WORK ITEM: Where an entry contains an image, skip the image and print the rest exactly.

*** RECORDS FOR THE EXERCISE ***

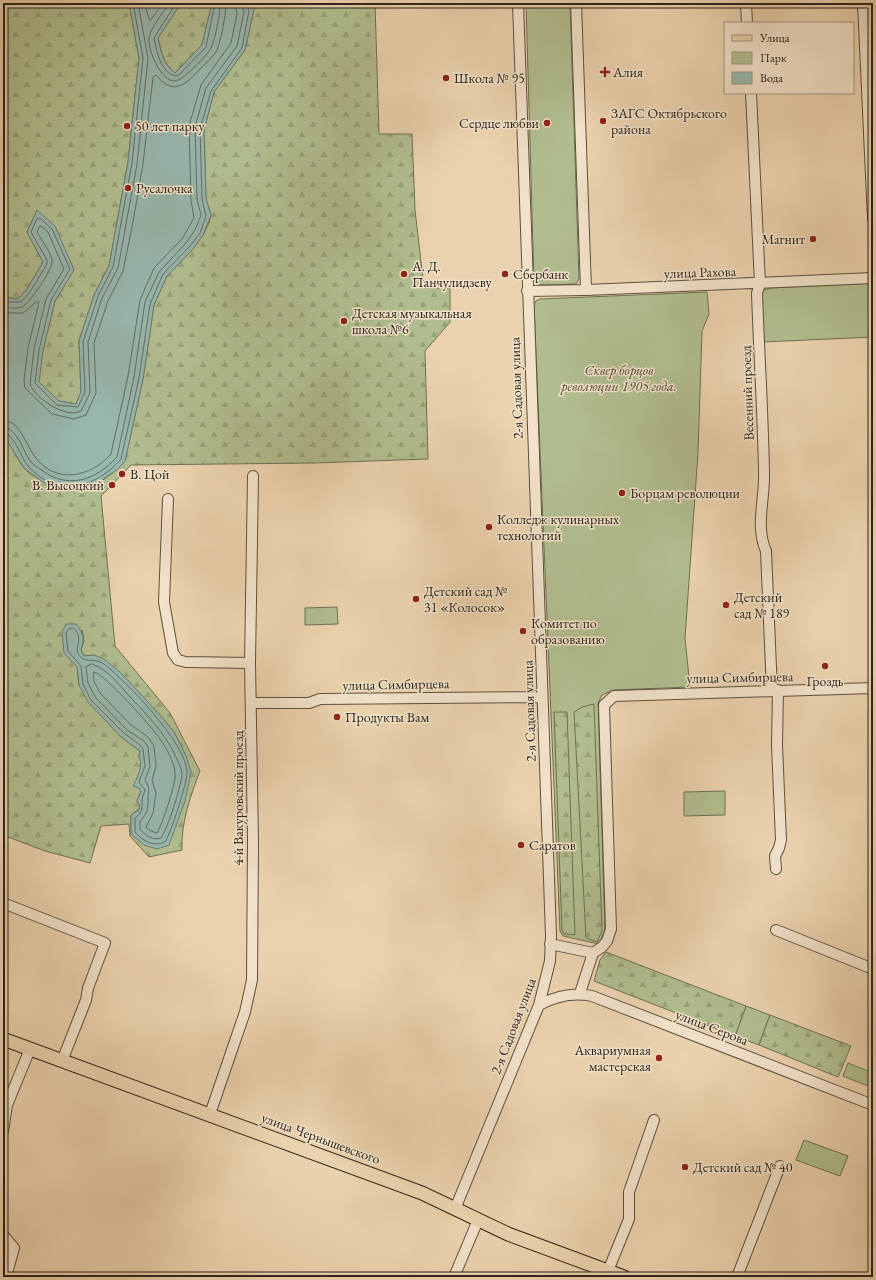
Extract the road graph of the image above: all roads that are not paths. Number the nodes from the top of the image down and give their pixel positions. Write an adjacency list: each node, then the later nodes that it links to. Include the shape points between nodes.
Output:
1 (518, 3): 11 (street, 2-я Садовая улица)
2 (576, 3): 10 (street)
3 (746, 3): 5 (street)
4 (863, 3): 7 (street)
5 (747, 22)
6 (751, 94): 9 (street, Весенний проезд)
7 (873, 219)
8 (873, 278): 9 (street, улица Рахова)
9 (760, 284): 10 (street, улица Рахова); 16 (street, Весенний проезд, via 757,294 764,475 762,542 766,551)
10 (586, 290): 11 (street, улица Рахова)
11 (527, 291): 17 (street, 2-я Садовая улица)
12 (253, 476): 14 (street, 4-й Вакуровский проезд)
13 (168, 499): 14 (street, via 164,602 173,653 178,660 186,662)
14 (250, 663): 18 (street, 4-й Вакуровский проезд)
15 (873, 688): 16 (street, улица Симбирцева)
16 (775, 691): 19 (street, Весенний проезд, via 782,840 774,856); 23 (street, улица Симбирцева, via 614,696 604,705 610,930 607,941)
17 (542, 697): 18 (street, улица Симбирцева, via 320,699 309,702); 22 (street, 2-я Садовая улица)
18 (252, 703): 32 (street, 4-й Вакуровский проезд, via 252,980 246,1012)
19 (776, 870)
20 (3, 903): 29 (street, via 105,943)
21 (776, 930): 24 (street)
22 (550, 944): 23 (street); 26 (street, 2-я Садовая улица, via 550,961)
23 (593, 953): 25 (street)
24 (873, 969)
25 (580, 994): 26 (street, улица Серова, via 550,999); 31 (street, улица Серова, via 592,996)
26 (539, 1005): 36 (street, 2-я Садовая улица)
27 (3, 1039): 28 (main road, улица Чернышевского)
28 (30, 1049): 29 (main road, улица Чернышевского); 30 (street)
29 (62, 1061): 32 (main road, улица Чернышевского)
30 (7, 1095): 34 (street, via 8,1105)
31 (873, 1105)
32 (210, 1114): 36 (main road, улица Чернышевского, via 422,1193)
33 (654, 1120): 39 (street, via 629,1192 629,1219)
34 (3, 1131)
35 (780, 1166): 43 (street)
36 (455, 1209): 37 (main road, улица Чернышевского)
37 (478, 1220): 39 (main road, улица Чернышевского, via 508,1234); 41 (street)
38 (3, 1235): 40 (street, via 14,1248)
39 (608, 1271): 42 (main road, улица Чернышевского)
40 (6, 1277)
41 (454, 1277)
42 (624, 1277)
43 (738, 1277)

***

WRITTEN SOLUTION:
Extract the road graph of the image above: all roads that are not paths. Number the nodes from the top of the image down and give their pixel positions. Write an adjacency list: each node, then the later nodes that it links to. Include the shape points between nodes.
Output:
1 (518, 3): 11 (street, 2-я Садовая улица)
2 (576, 3): 10 (street)
3 (746, 3): 5 (street)
4 (863, 3): 7 (street)
5 (747, 22)
6 (751, 94): 9 (street, Весенний проезд)
7 (873, 219)
8 (873, 278): 9 (street, улица Рахова)
9 (760, 284): 10 (street, улица Рахова); 16 (street, Весенний проезд, via 757,294 764,475 762,542 766,551)
10 (586, 290): 11 (street, улица Рахова)
11 (527, 291): 17 (street, 2-я Садовая улица)
12 (253, 476): 14 (street, 4-й Вакуровский проезд)
13 (168, 499): 14 (street, via 164,602 173,653 178,660 186,662)
14 (250, 663): 18 (street, 4-й Вакуровский проезд)
15 (873, 688): 16 (street, улица Симбирцева)
16 (775, 691): 19 (street, Весенний проезд, via 782,840 774,856); 23 (street, улица Симбирцева, via 614,696 604,705 610,930 607,941)
17 (542, 697): 18 (street, улица Симбирцева, via 320,699 309,702); 22 (street, 2-я Садовая улица)
18 (252, 703): 32 (street, 4-й Вакуровский проезд, via 252,980 246,1012)
19 (776, 870)
20 (3, 903): 29 (street, via 105,943)
21 (776, 930): 24 (street)
22 (550, 944): 23 (street); 26 (street, 2-я Садовая улица, via 550,961)
23 (593, 953): 25 (street)
24 (873, 969)
25 (580, 994): 26 (street, улица Серова, via 550,999); 31 (street, улица Серова, via 592,996)
26 (539, 1005): 36 (street, 2-я Садовая улица)
27 (3, 1039): 28 (main road, улица Чернышевского)
28 (30, 1049): 29 (main road, улица Чернышевского); 30 (street)
29 (62, 1061): 32 (main road, улица Чернышевского)
30 (7, 1095): 34 (street, via 8,1105)
31 (873, 1105)
32 (210, 1114): 36 (main road, улица Чернышевского, via 422,1193)
33 (654, 1120): 39 (street, via 629,1192 629,1219)
34 (3, 1131)
35 (780, 1166): 43 (street)
36 (455, 1209): 37 (main road, улица Чернышевского)
37 (478, 1220): 39 (main road, улица Чернышевского, via 508,1234); 41 (street)
38 (3, 1235): 40 (street, via 14,1248)
39 (608, 1271): 42 (main road, улица Чернышевского)
40 (6, 1277)
41 (454, 1277)
42 (624, 1277)
43 (738, 1277)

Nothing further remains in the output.